## Records for the exercise
╔══

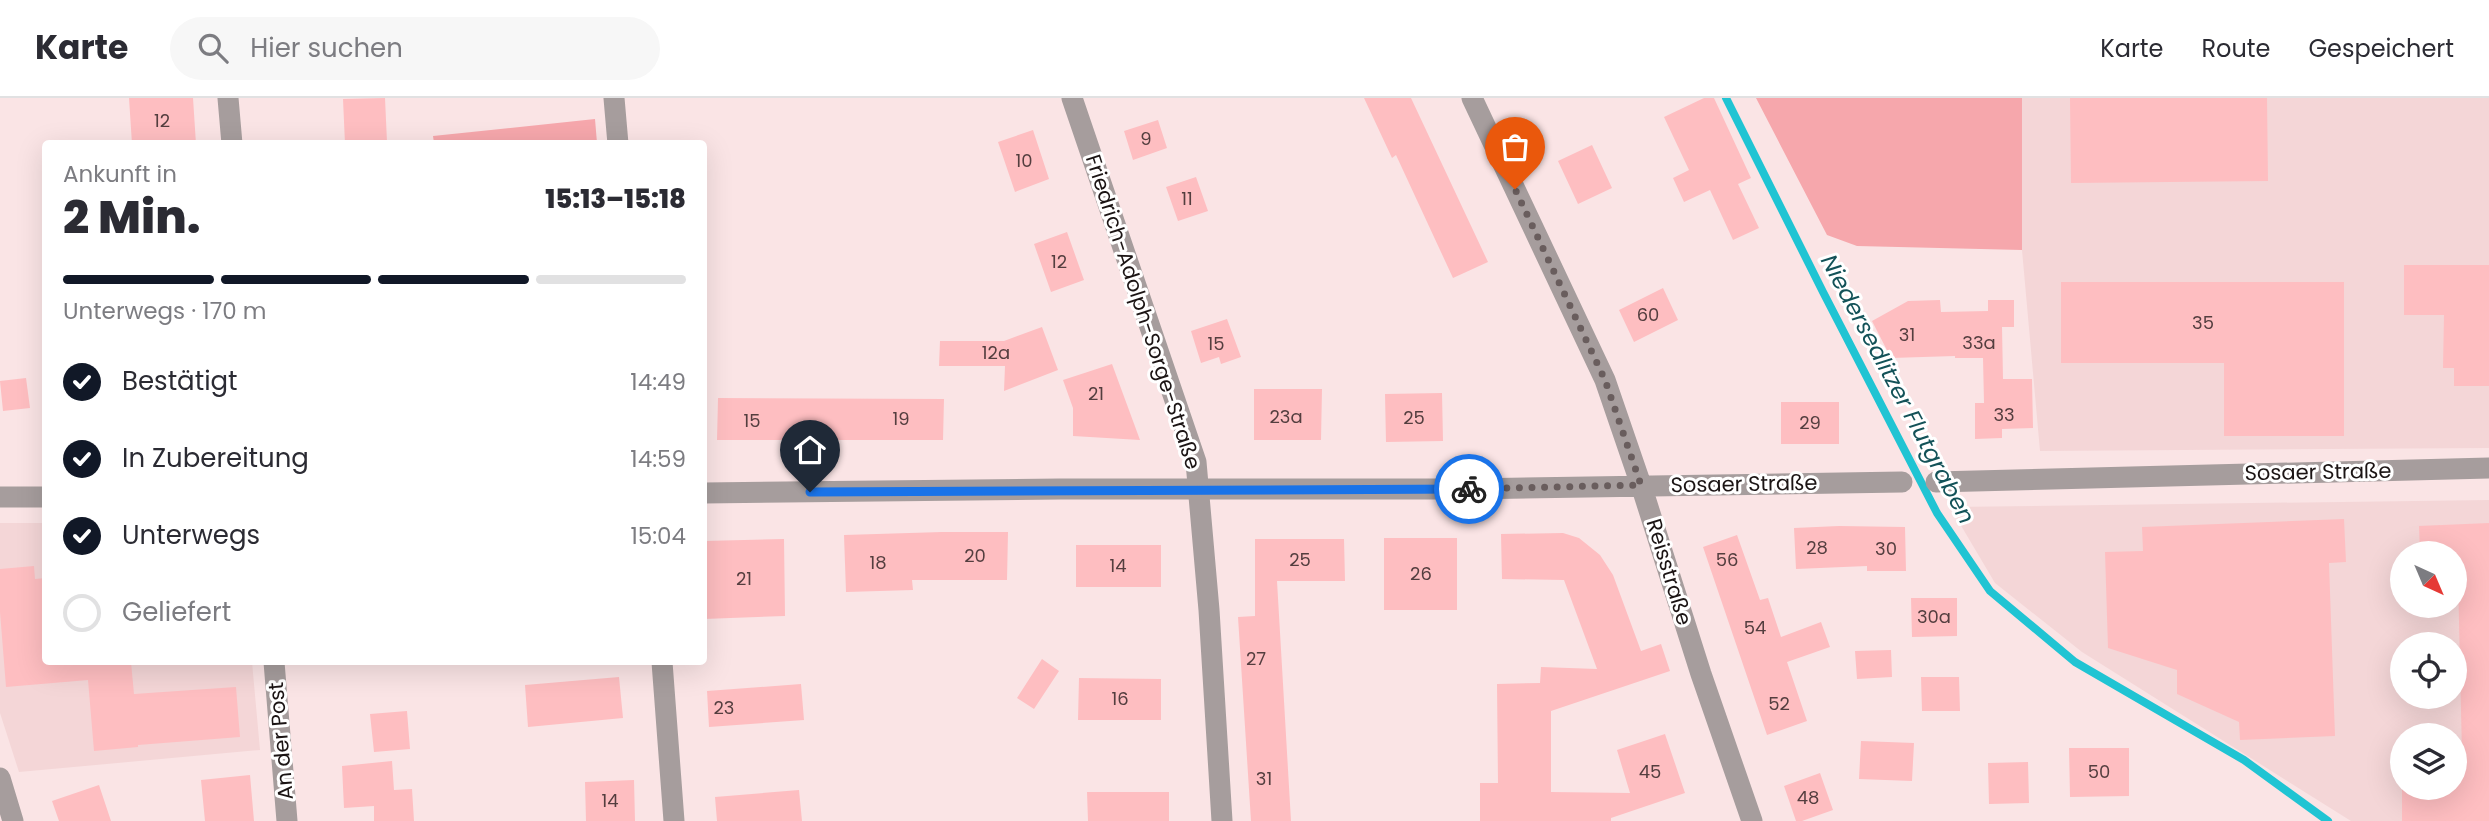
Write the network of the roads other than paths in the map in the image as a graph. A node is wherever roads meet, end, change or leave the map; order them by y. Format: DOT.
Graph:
graph roads {
  1 [pos="228,98"];
  2 [pos="614,98"];
  3 [pos="1072,98"];
  4 [pos="1472,98"];
  5 [pos="232,140"];
  6 [pos="618,140"];
  7 [pos="2489,468"];
  8 [pos="1902,482"];
  9 [pos="1937,482"];
  10 [pos="1641,485"];
  11 [pos="1200,491"];
  12 [pos="707,493"];
  13 [pos="0,497"];
  14 [pos="42,497"];
  15 [pos="274,665"];
  16 [pos="662,665"];
  17 [pos="0,779"];
  18 [pos="13,821"];
  19 [pos="287,821"];
  20 [pos="674,821"];
  21 [pos="1222,821"];
  22 [pos="1752,821"];
  1 -- 5 [label="street"];
  2 -- 6 [label="street"];
  3 -- 11 [label="street, Friedrich-Adolph-Sorge-Straße"];
  4 -- 10 [label="street, Reisstraße"];
  7 -- 9 [label="street, Sosaer Straße"];
  8 -- 10 [label="street, Sosaer Straße"];
  10 -- 11 [label="street, Sosaer Straße"];
  10 -- 22 [label="street, Reisstraße"];
  11 -- 12 [label="street, Sosaer Straße"];
  11 -- 21 [label="street, Friedrich-Adolph-Sorge-Straße"];
  13 -- 14 [label="street"];
  15 -- 19 [label="street, An der Post"];
  16 -- 20 [label="street"];
  17 -- 18 [label="street"];
}
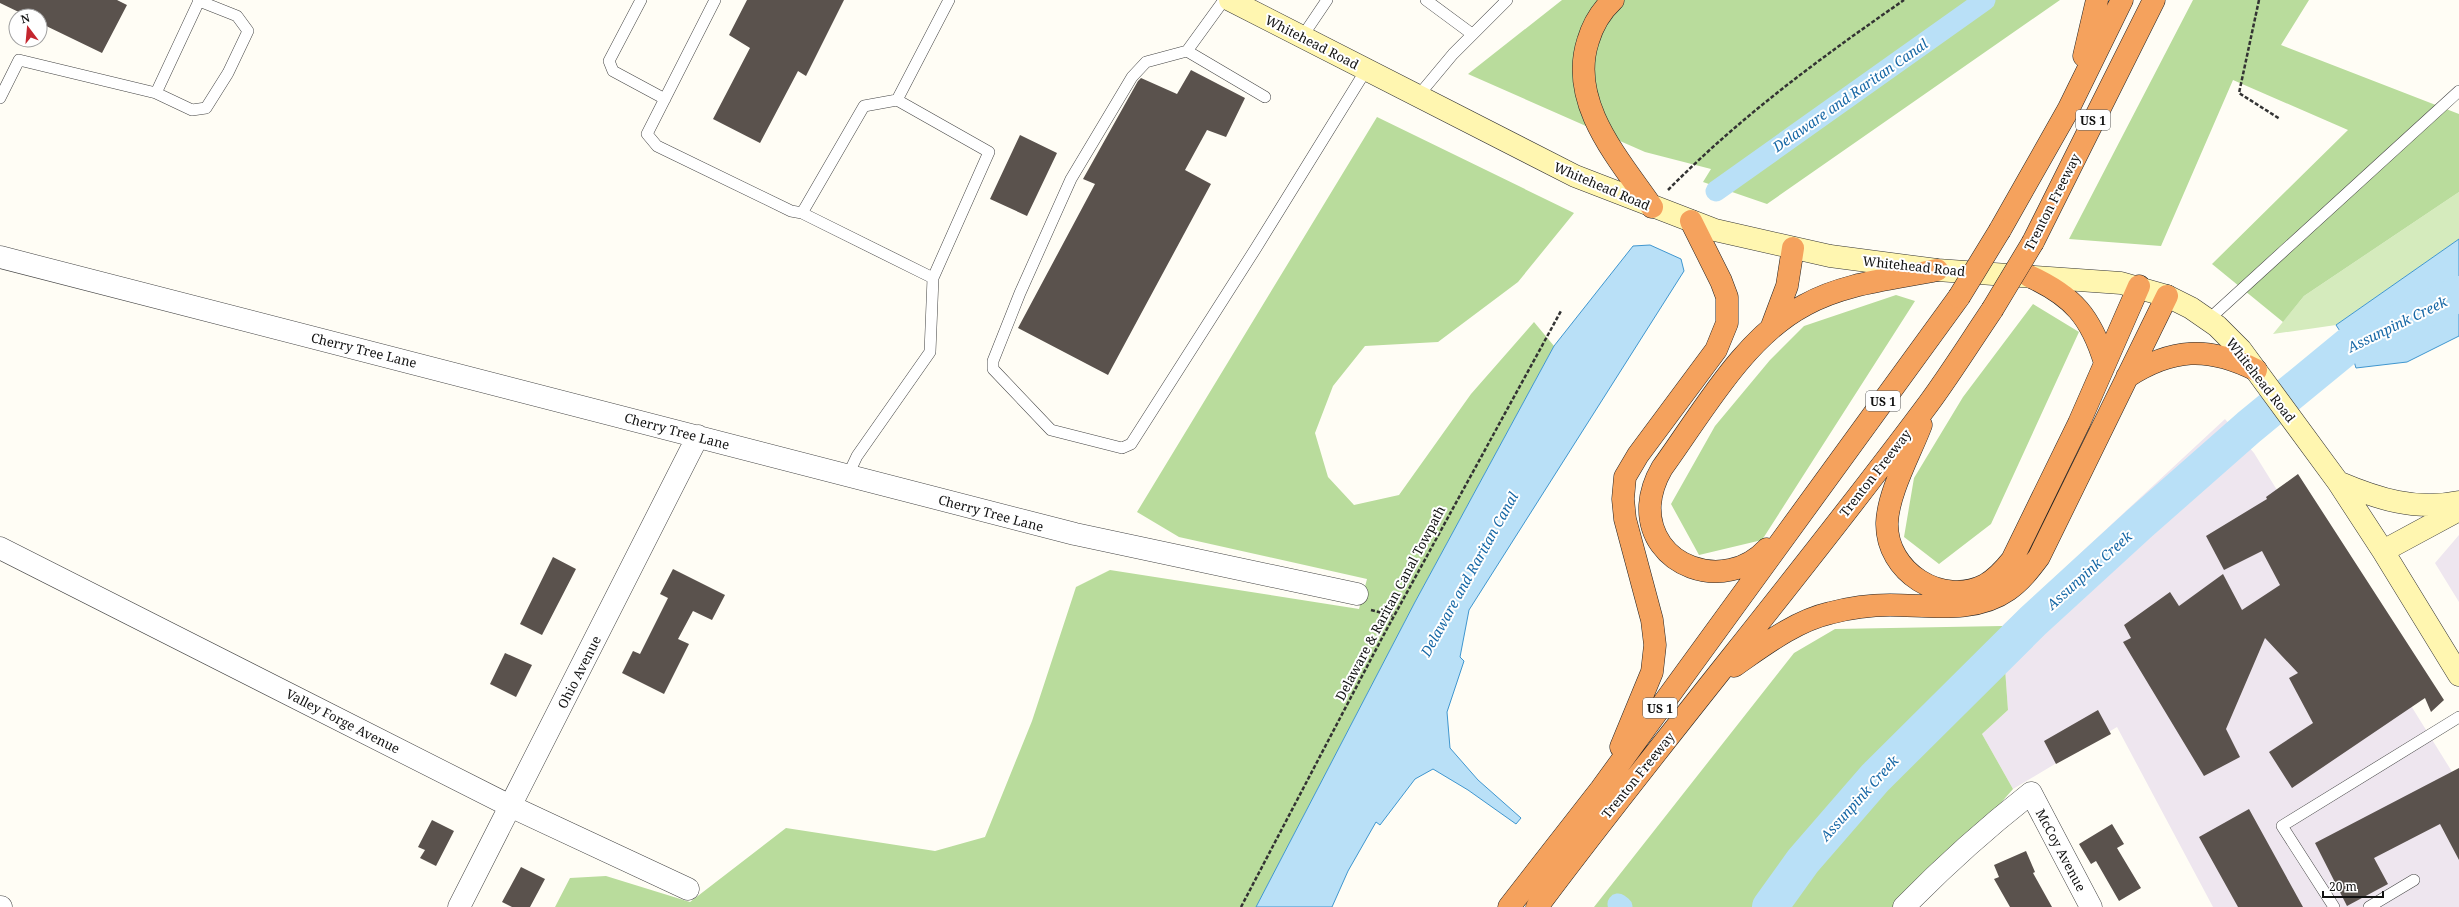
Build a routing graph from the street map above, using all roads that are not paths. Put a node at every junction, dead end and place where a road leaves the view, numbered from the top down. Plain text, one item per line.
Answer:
1 (198, 0) edge
2 (641, 0) edge
3 (715, 0) edge
4 (949, 0) edge
5 (1224, 0) edge
6 (1230, 0) edge
7 (1327, 0) edge
8 (1426, 0) edge
9 (1507, 0) edge
10 (1613, 0) edge
11 (2097, 0) edge
12 (2122, 0) edge
13 (2154, 0) edge
14 (1472, 34) junction
15 (1302, 36) junction
16 (1187, 51) junction
17 (1366, 70) junction
18 (2459, 91) edge
19 (156, 93) junction
20 (1418, 96) junction
21 (1265, 97) dead end
22 (0, 98) edge
23 (665, 99) junction
24 (897, 100) junction
25 (2068, 110) junction
26 (802, 214) junction
27 (1671, 214) junction
28 (1792, 248) junction
29 (0, 257) edge
30 (1937, 270) junction
31 (2029, 276) junction
32 (933, 278) junction
33 (2139, 286) junction
34 (2167, 296) junction
35 (2208, 320) junction
36 (1772, 326) junction
37 (2105, 363) junction
38 (2259, 373) junction
39 (2127, 377) junction
40 (1929, 402) junction
41 (698, 436) junction
42 (848, 475) junction
43 (2338, 482) junction
44 (2459, 502) edge
45 (1808, 506) junction
46 (2459, 510) edge
47 (0, 548) edge
48 (2383, 551) junction
49 (1357, 594) dead end
50 (2459, 675) edge
51 (1715, 679) junction
52 (2459, 716) edge
53 (1601, 789) junction
54 (510, 806) junction
55 (2414, 880) dead end
56 (688, 889) dead end
57 (459, 907) edge
58 (1509, 907) edge
59 (1537, 907) edge
60 (1904, 907) edge
61 (2091, 907) edge
62 (2334, 907) edge
63 (2369, 907) edge

1 - 19 lane
1 - 19 lane
2 - 23 lane
3 - 23 lane
4 - 24 lane
5 - 16 lane
6 - 15 main road, Whitehead Road
7 - 15 lane
8 - 14 lane
9 - 14 lane
10 - 27 highway
11 - 25 highway
12 - 25 highway, Trenton Freeway / US 1
13 - 40 highway, Trenton Freeway / US 1, bridge
14 - 20 lane
15 - 17 main road, Whitehead Road
16 - 17 lane
16 - 21 lane
17 - 20 main road, Whitehead Road
18 - 35 lane
19 - 22 lane
20 - 27 main road, Whitehead Road
23 - 26 lane
24 - 26 lane
24 - 32 lane
25 - 45 highway, Trenton Freeway / US 1, bridge
26 - 32 lane
27 - 28 main road, Whitehead Road
27 - 53 highway
28 - 30 main road, Whitehead Road
28 - 36 highway
29 - 41 street, Cherry Tree Lane
30 - 31 main road, Whitehead Road
30 - 36 highway
31 - 33 main road, Whitehead Road
31 - 37 highway
32 - 42 lane
33 - 34 main road, Whitehead Road
33 - 37 highway
34 - 35 main road, Whitehead Road
34 - 39 highway
35 - 38 main road, Whitehead Road
36 - 45 highway
37 - 40 highway
38 - 39 highway
38 - 43 main road, Whitehead Road
39 - 51 highway
40 - 51 highway, Trenton Freeway / US 1
41 - 42 street, Cherry Tree Lane
41 - 54 street, Ohio Avenue
42 - 49 street, Cherry Tree Lane
43 - 44 main road
43 - 48 main road, Whitehead Road
45 - 53 highway, Trenton Freeway / US 1
46 - 48 main road
47 - 54 street, Valley Forge Avenue
48 - 50 main road, Whitehead Road
51 - 59 highway, Trenton Freeway / US 1
52 - 62 lane
53 - 58 highway, Trenton Freeway / US 1
54 - 56 street, Valley Forge Avenue
54 - 57 street, Ohio Avenue
55 - 63 lane
60 - 61 street, McCoy Avenue

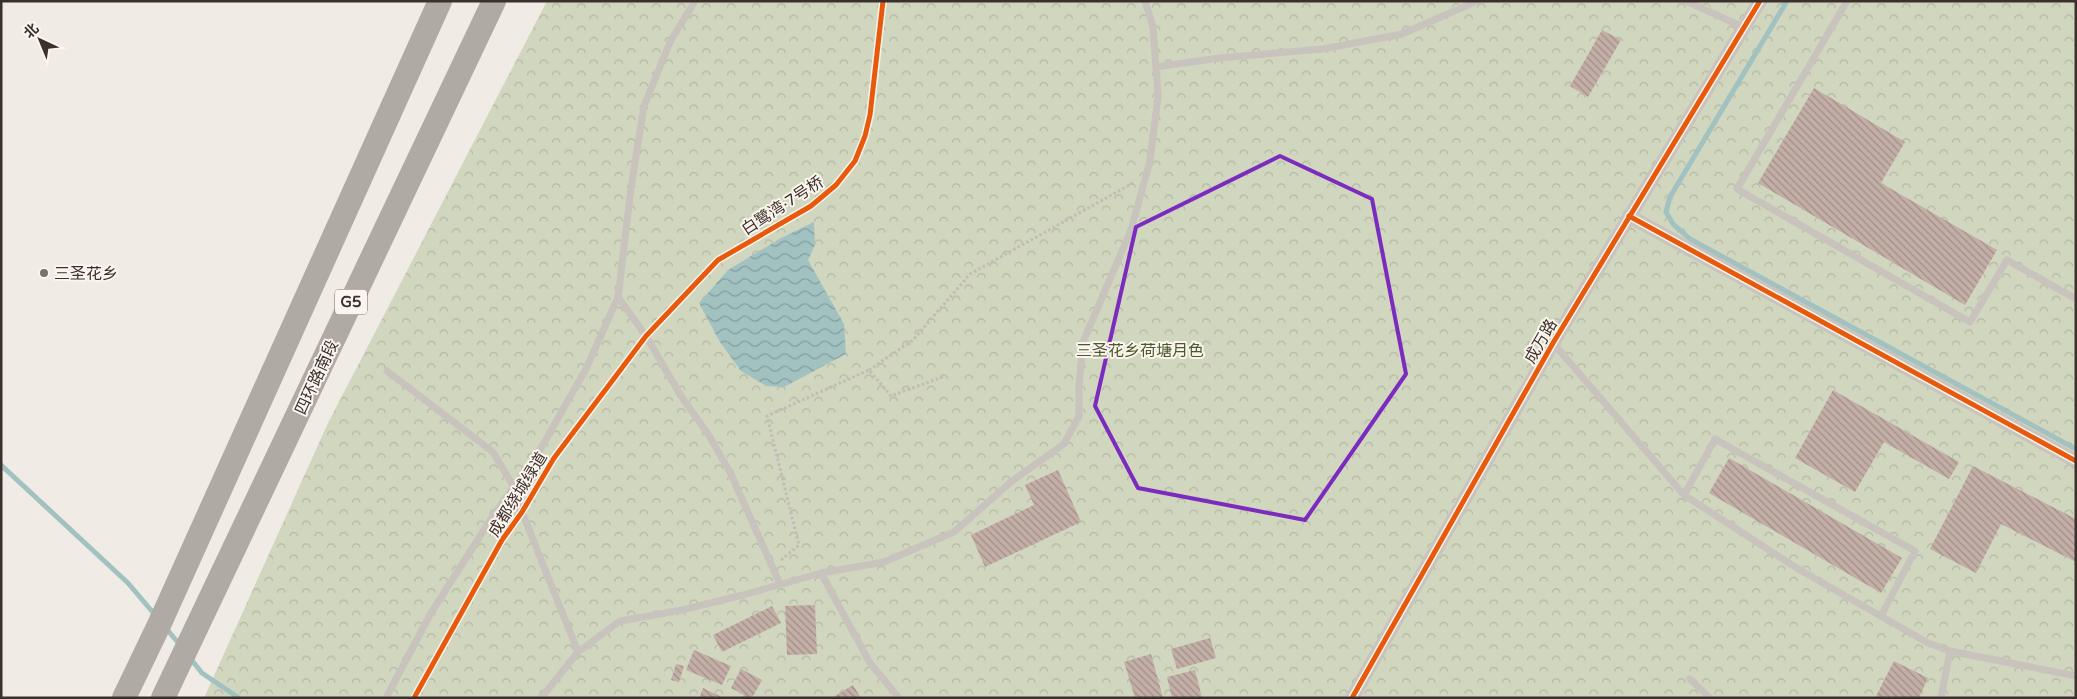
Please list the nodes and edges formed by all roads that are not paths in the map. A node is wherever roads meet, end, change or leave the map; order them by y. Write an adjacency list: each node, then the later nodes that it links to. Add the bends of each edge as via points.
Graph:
1 (440, 1): 26 (highway, G5)
2 (494, 1): 27 (highway, 四环路南段 / G5)
3 (695, 1): 12 (lane, via 670,42 644,106)
4 (1145, 1): 10 (lane, via 1153,27)
5 (1477, 1): 10 (lane, via 1402,34 1323,49)
6 (1686, 1): 9 (lane)
7 (1760, 1): 9 (street, 成万路)
8 (1847, 1): 13 (lane, via 1738,189 1970,322 2007,260)
9 (1744, 27): 11 (street, 成万路)
10 (1156, 67): 19 (lane, via 1158,96 1150,161 1131,230 1083,342 1079,416 1064,444 1012,481 954,532 884,562)
11 (1629, 216): 14 (street, 成万路); 16 (street)
12 (618, 297): 17 (lane, via 586,369 542,448); 20 (lane, via 646,336 730,472)
13 (2076, 299)
14 (1553, 343): 18 (lane); 31 (street, 成万路)
15 (387, 371): 17 (lane, via 493,452)
16 (2076, 461)
17 (514, 487): 23 (lane); 28 (lane, via 431,613)
18 (1684, 495): 21 (lane, via 1800,570); 21 (lane, via 1714,439 1915,551)
19 (821, 573): 20 (lane); 30 (lane, via 870,664)
20 (780, 584): 23 (lane, via 682,610 620,621)
21 (1881, 616): 22 (lane, via 1928,643)
22 (1950, 651): 24 (lane); 33 (lane)
23 (578, 652): 29 (lane)
24 (2076, 676)
25 (1690, 679): 32 (lane)
26 (124, 698)
27 (163, 698)
28 (386, 698)
29 (541, 698)
30 (899, 698)
31 (1352, 698)
32 (1710, 698)
33 (1941, 698)

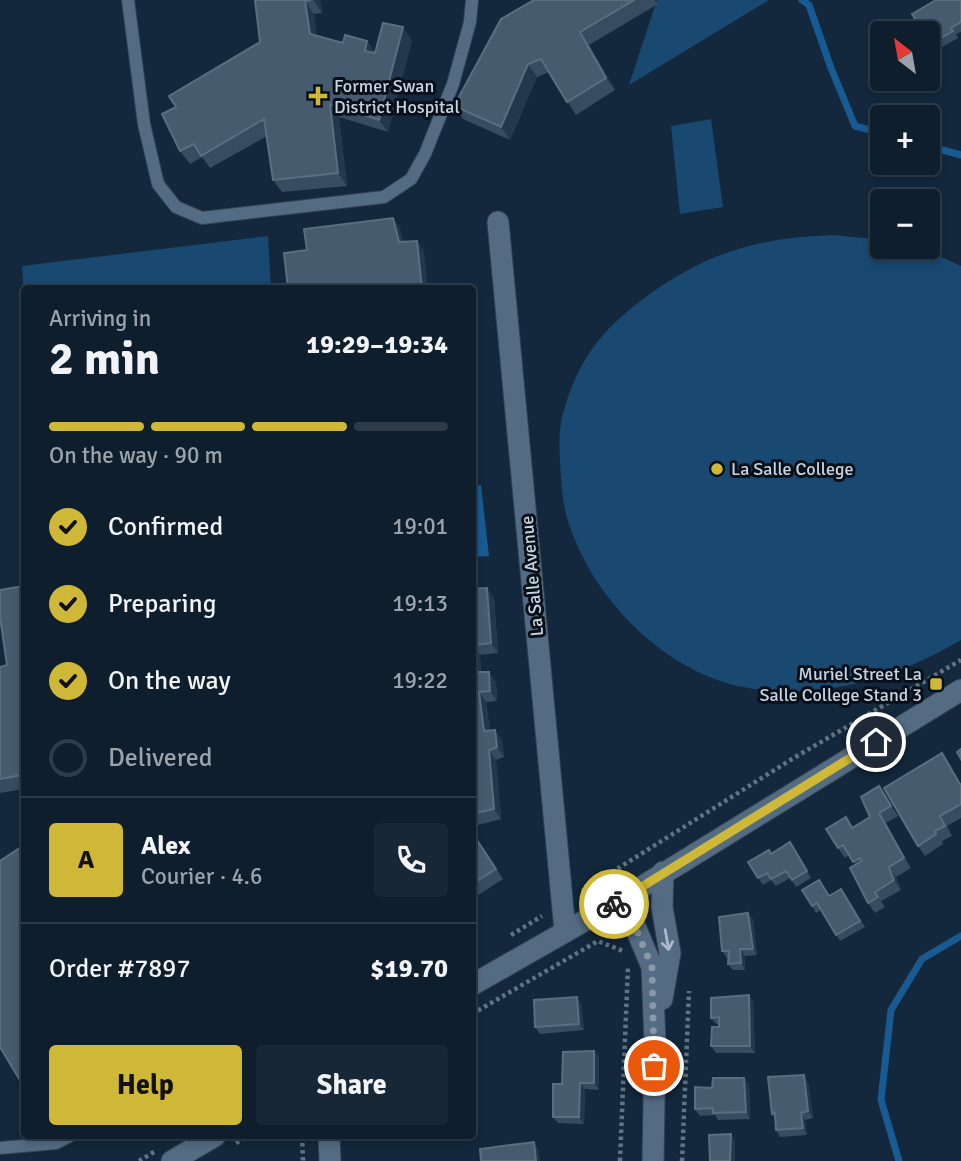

╚══

## Required action
Across all the records above, count the lines that contain "Sosaer" and reply with only the number.

## Exercise response
4